Stored data:

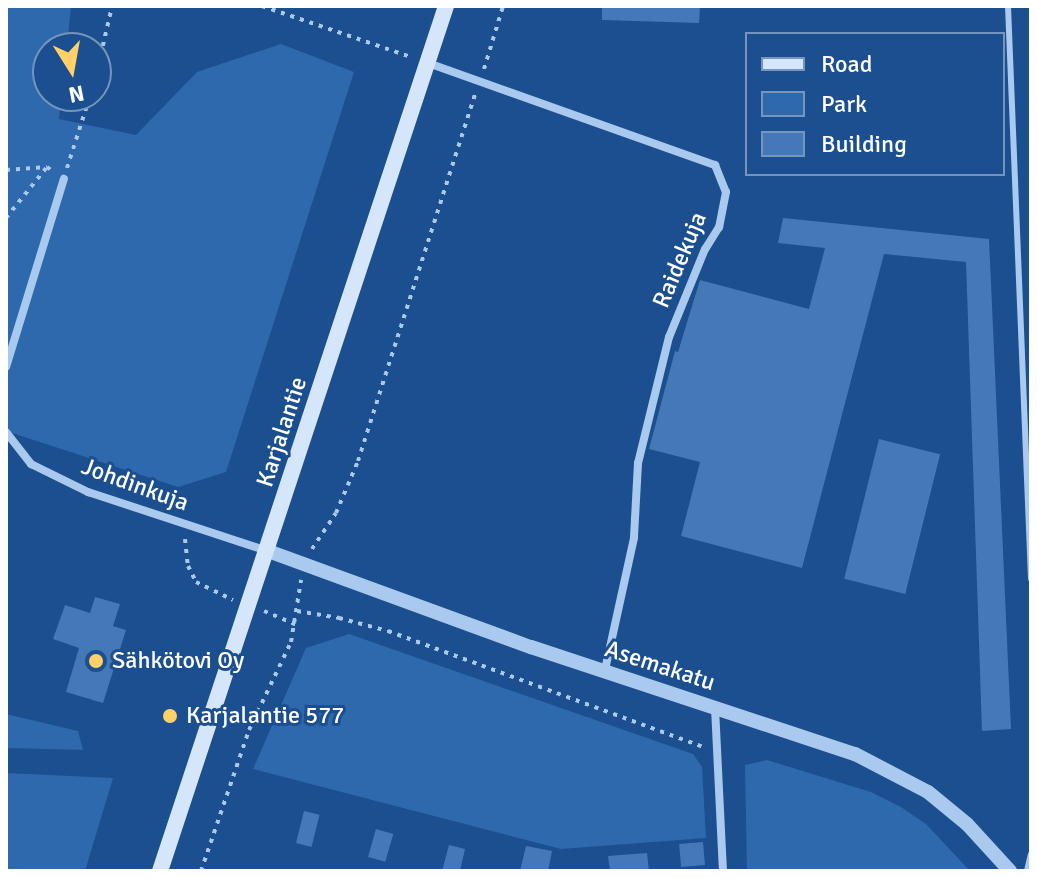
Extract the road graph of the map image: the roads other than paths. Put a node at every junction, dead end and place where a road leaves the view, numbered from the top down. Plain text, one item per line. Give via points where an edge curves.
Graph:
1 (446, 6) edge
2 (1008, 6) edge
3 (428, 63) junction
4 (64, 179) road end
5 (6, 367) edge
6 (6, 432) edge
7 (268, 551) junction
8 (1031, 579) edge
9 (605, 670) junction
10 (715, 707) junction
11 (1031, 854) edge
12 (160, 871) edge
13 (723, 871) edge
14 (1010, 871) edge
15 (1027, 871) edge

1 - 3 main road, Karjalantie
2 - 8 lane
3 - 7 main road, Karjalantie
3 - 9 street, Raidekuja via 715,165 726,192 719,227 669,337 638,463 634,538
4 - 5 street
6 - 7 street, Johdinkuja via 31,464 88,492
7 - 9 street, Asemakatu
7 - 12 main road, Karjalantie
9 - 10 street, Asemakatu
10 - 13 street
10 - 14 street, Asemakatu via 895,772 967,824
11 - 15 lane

INSTRUCTIONS FOR THE TASK: The required output is every line of the data above, set down exactly and stripped of pictures.

TASK RESULT:
Extract the road graph of the map image: the roads other than paths. Put a node at every junction, dead end and place where a road leaves the view, numbered from the top down. Plain text, one item per line. Give via points where an edge curves.
Graph:
1 (446, 6) edge
2 (1008, 6) edge
3 (428, 63) junction
4 (64, 179) road end
5 (6, 367) edge
6 (6, 432) edge
7 (268, 551) junction
8 (1031, 579) edge
9 (605, 670) junction
10 (715, 707) junction
11 (1031, 854) edge
12 (160, 871) edge
13 (723, 871) edge
14 (1010, 871) edge
15 (1027, 871) edge

1 - 3 main road, Karjalantie
2 - 8 lane
3 - 7 main road, Karjalantie
3 - 9 street, Raidekuja via 715,165 726,192 719,227 669,337 638,463 634,538
4 - 5 street
6 - 7 street, Johdinkuja via 31,464 88,492
7 - 9 street, Asemakatu
7 - 12 main road, Karjalantie
9 - 10 street, Asemakatu
10 - 13 street
10 - 14 street, Asemakatu via 895,772 967,824
11 - 15 lane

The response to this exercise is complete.